Thursday, October 14, 2010

RASPUTÍN (El monje loco)


En la Rusia zarista del siglo XIX, en un pueblo de Siberia, nace Grigori Yefimovich Novikh. Allí crece de manera salvaje, no recibe ningún tipo de educación y se dedica desde pequeño al robo de ganado, hasta que a los 18 años es condenado a apartarse a un monasterio a meditar. Su estancia en el monasterio más una aparición mariana le convierten en místico y decide integrarse en una secta condenada por la Iglesia Ortodoxa; Los Flagelantes.

Estos pensaban que para entender la fe hacía falta dolor, para lo que organizaban grandes fiestas y orgías. Grigori, como no podía ser de otro modo, se integra en la secta de maravilla. Pasa ahí varios años recibiendo la influencia de numerosos perdularios hasta que decide irse en peregrinación. Estuvo dos años viajando por tierras eslavas, Grecia y Tierra Santa. Aprendió mucho de historia, esoterismo, teosofía, viejas religiones y tradiciones hasta que, en 1903, vuelve de nuevo a Rusia y deambula por las calles de San Petersburgo considerado como un adivino popular.

En 1905, como último recurso, se le llama al palacio de los zares para curar al zarevich, que sufre de hemofilia. Lo consigue (muchos dicen que por medio de la hipnosis). Desde entonces se convierte en una gran influencia para la familia Romanov, especialmente para la zarina Alejandra.

Comenzó a ganar poder e influencia en la corte a base de engaños y seducciones. Se le acusa de ser espía, de mantener relaciones incestuosas con todas las mujeres de la corte, de traidor durante la primera guerra mundial, se le veía borracho y con prostitutas un día sí y otro también. Rasputín decía «Se deben cometer los pecados más atroces, porque Dios sentirá un mayor agrado al perdonar a los grandes pecadores».
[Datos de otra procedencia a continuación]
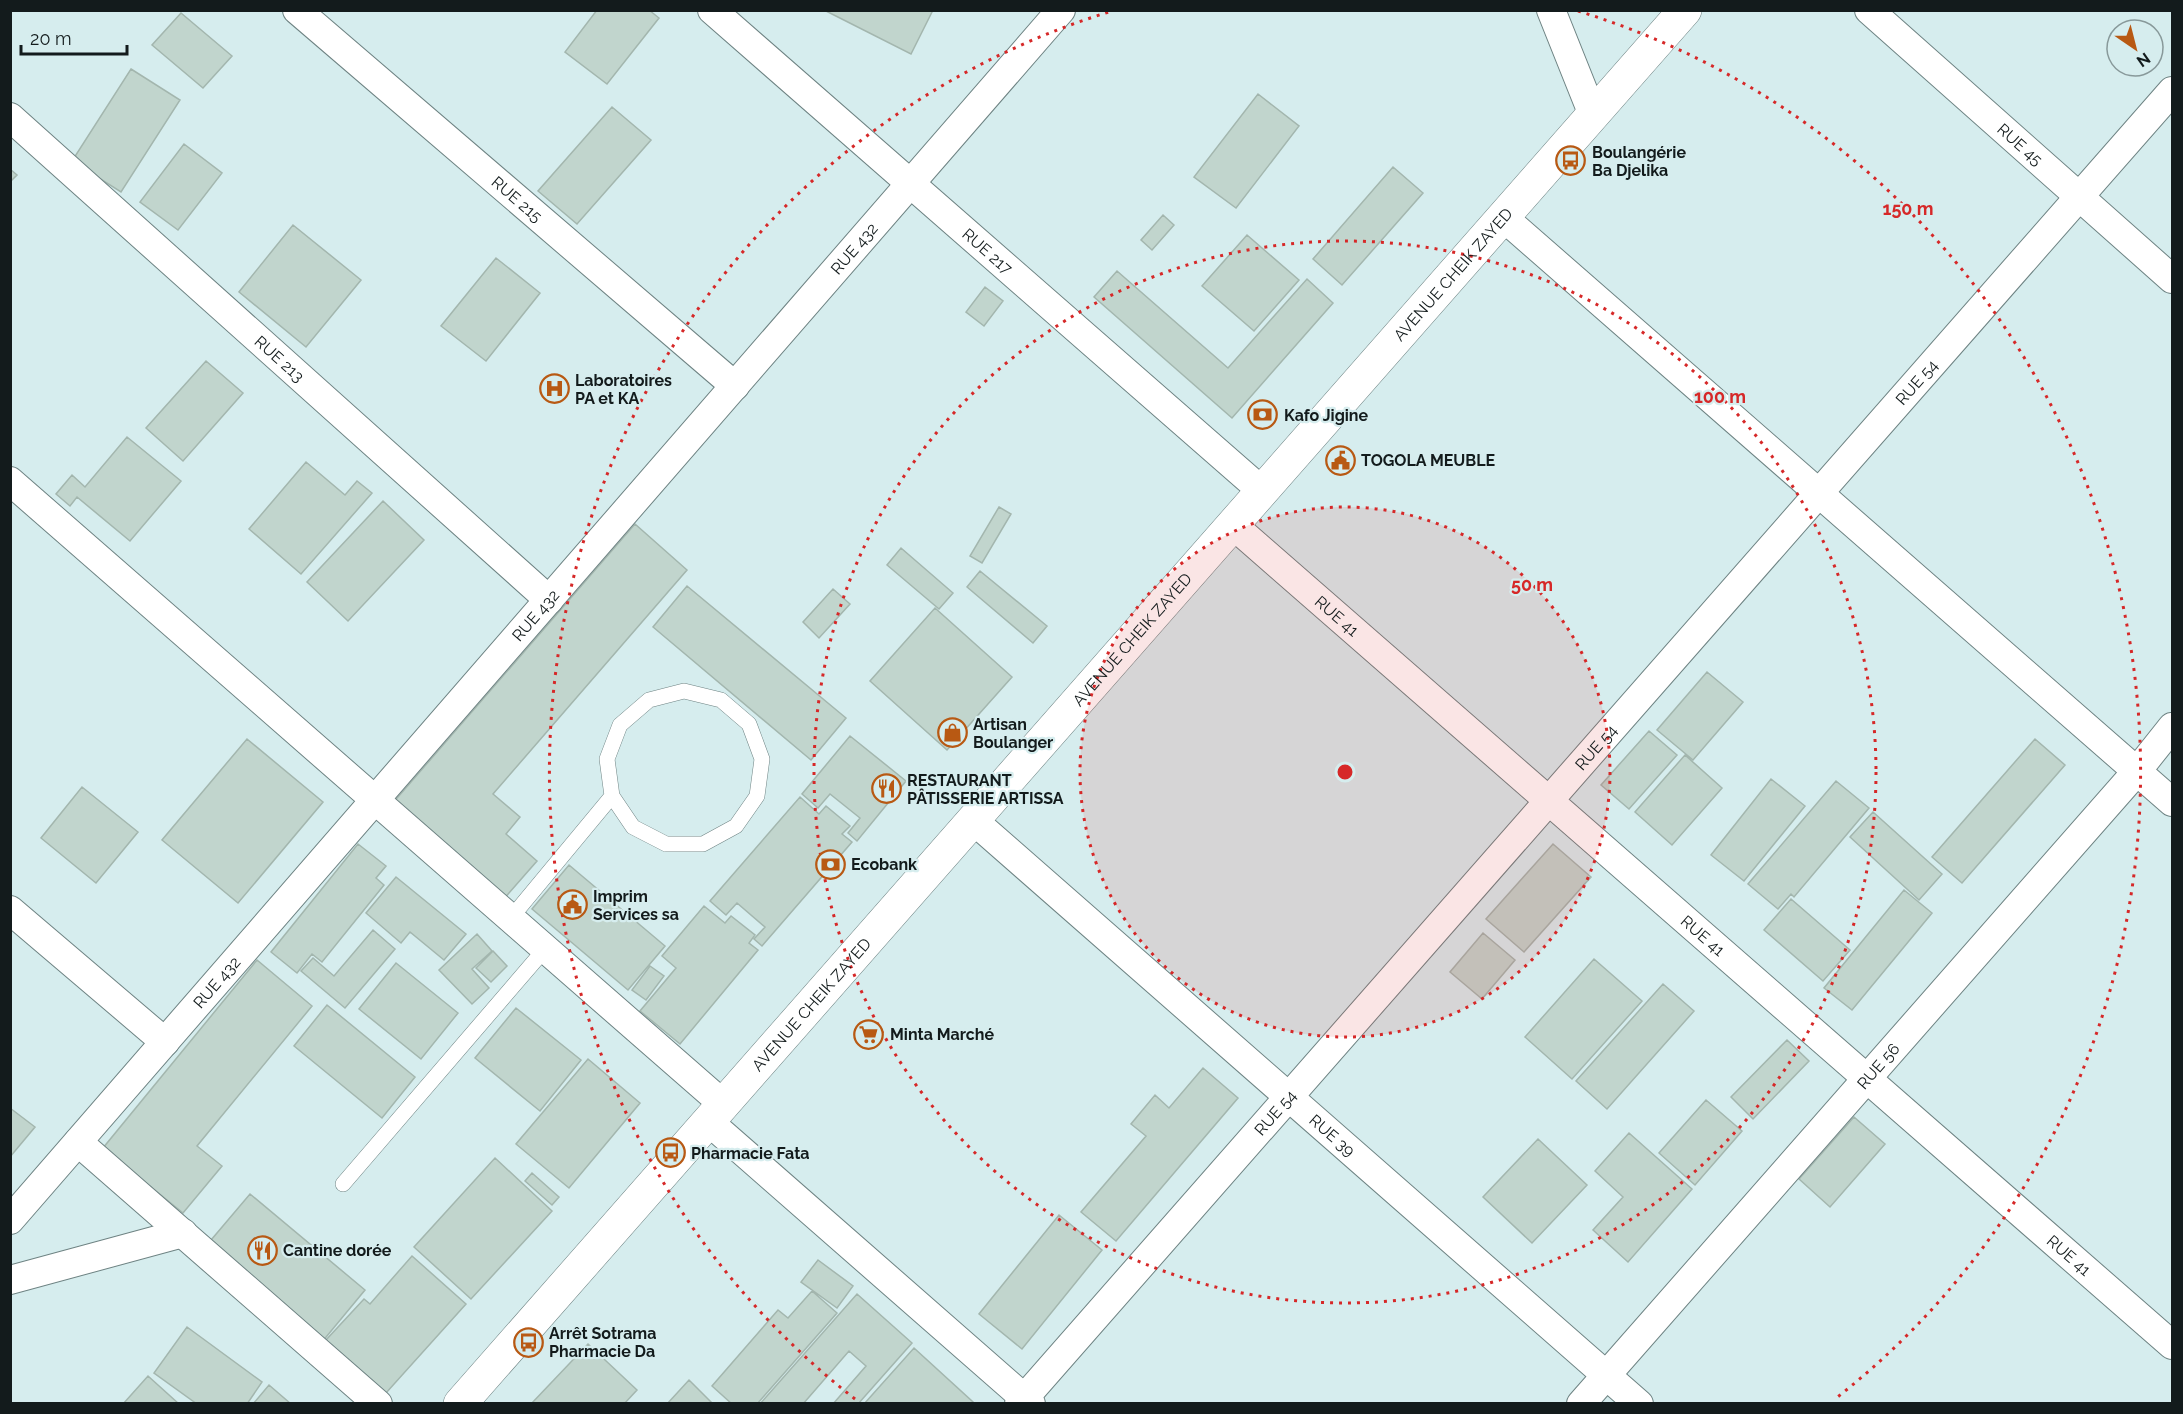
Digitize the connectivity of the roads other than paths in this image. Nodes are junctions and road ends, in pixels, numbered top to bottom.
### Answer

La noche del 29 al 30 de diciembre de 1916, el príncipe Felix Yusupov (según dicen un homosexual atraído por el monje) y el primo del zar Demetrio Romanov deciden asesinarle por el bien del imperio. Le invitan a conocer el palacio Yusupov y allí le esperan con un festín ya que la gula podía con el monje. Rociaron toda la comida con cianuro suficiente como para matar a un batallón, pero Rasputín no comía nada, simplemente conversaba animadamente sobre fallidos intentos de asesinato. Felix Yusupov, nervioso, le emborracha con vino, y las defensas del monje caen. Comienza a cantar y a comer como si no hubiese un mañana, pero ante los ojos asombrados del príncipe, el veneno parece no hacer efecto. El monje loco sale del palacio por su propio pie. Incrédulo, Felix Yusupov le dispara, le envuelve en una alfombra y corre a avisar a Demetrio Romanov, pero cuando vuelven el cadaver no está ahí. Rasputín huye bajo los vientos nocturnos del frío invierno ruso. Le persiguen, le acribillan a tiros, le golpean, le atan y le lanzan al río Neva. Cuando sacan el cadaver del río helado y le realizan la autopsia se dan cuenta de que ha conseguido zafarse de las cuerdas. No ha muerto por el veneno, ni por los disparos, ni por los golpes. Muere ahogado. Le extirpan el pene que hoy puede verse en el museo erótico de San Petersburgo.

A la zarina le dijo que si él muriese en manos del pueblo, el Zar podría seguir reinando así como sus descendientes. Por otro lado si muriese en manos de nobles rusos, la vida monárquica en el país tenían los días contados. Y así ocurrió. Rusia entró en la Revolución Rusa y Lenin se hizo con el poder, acabando con los Romanov.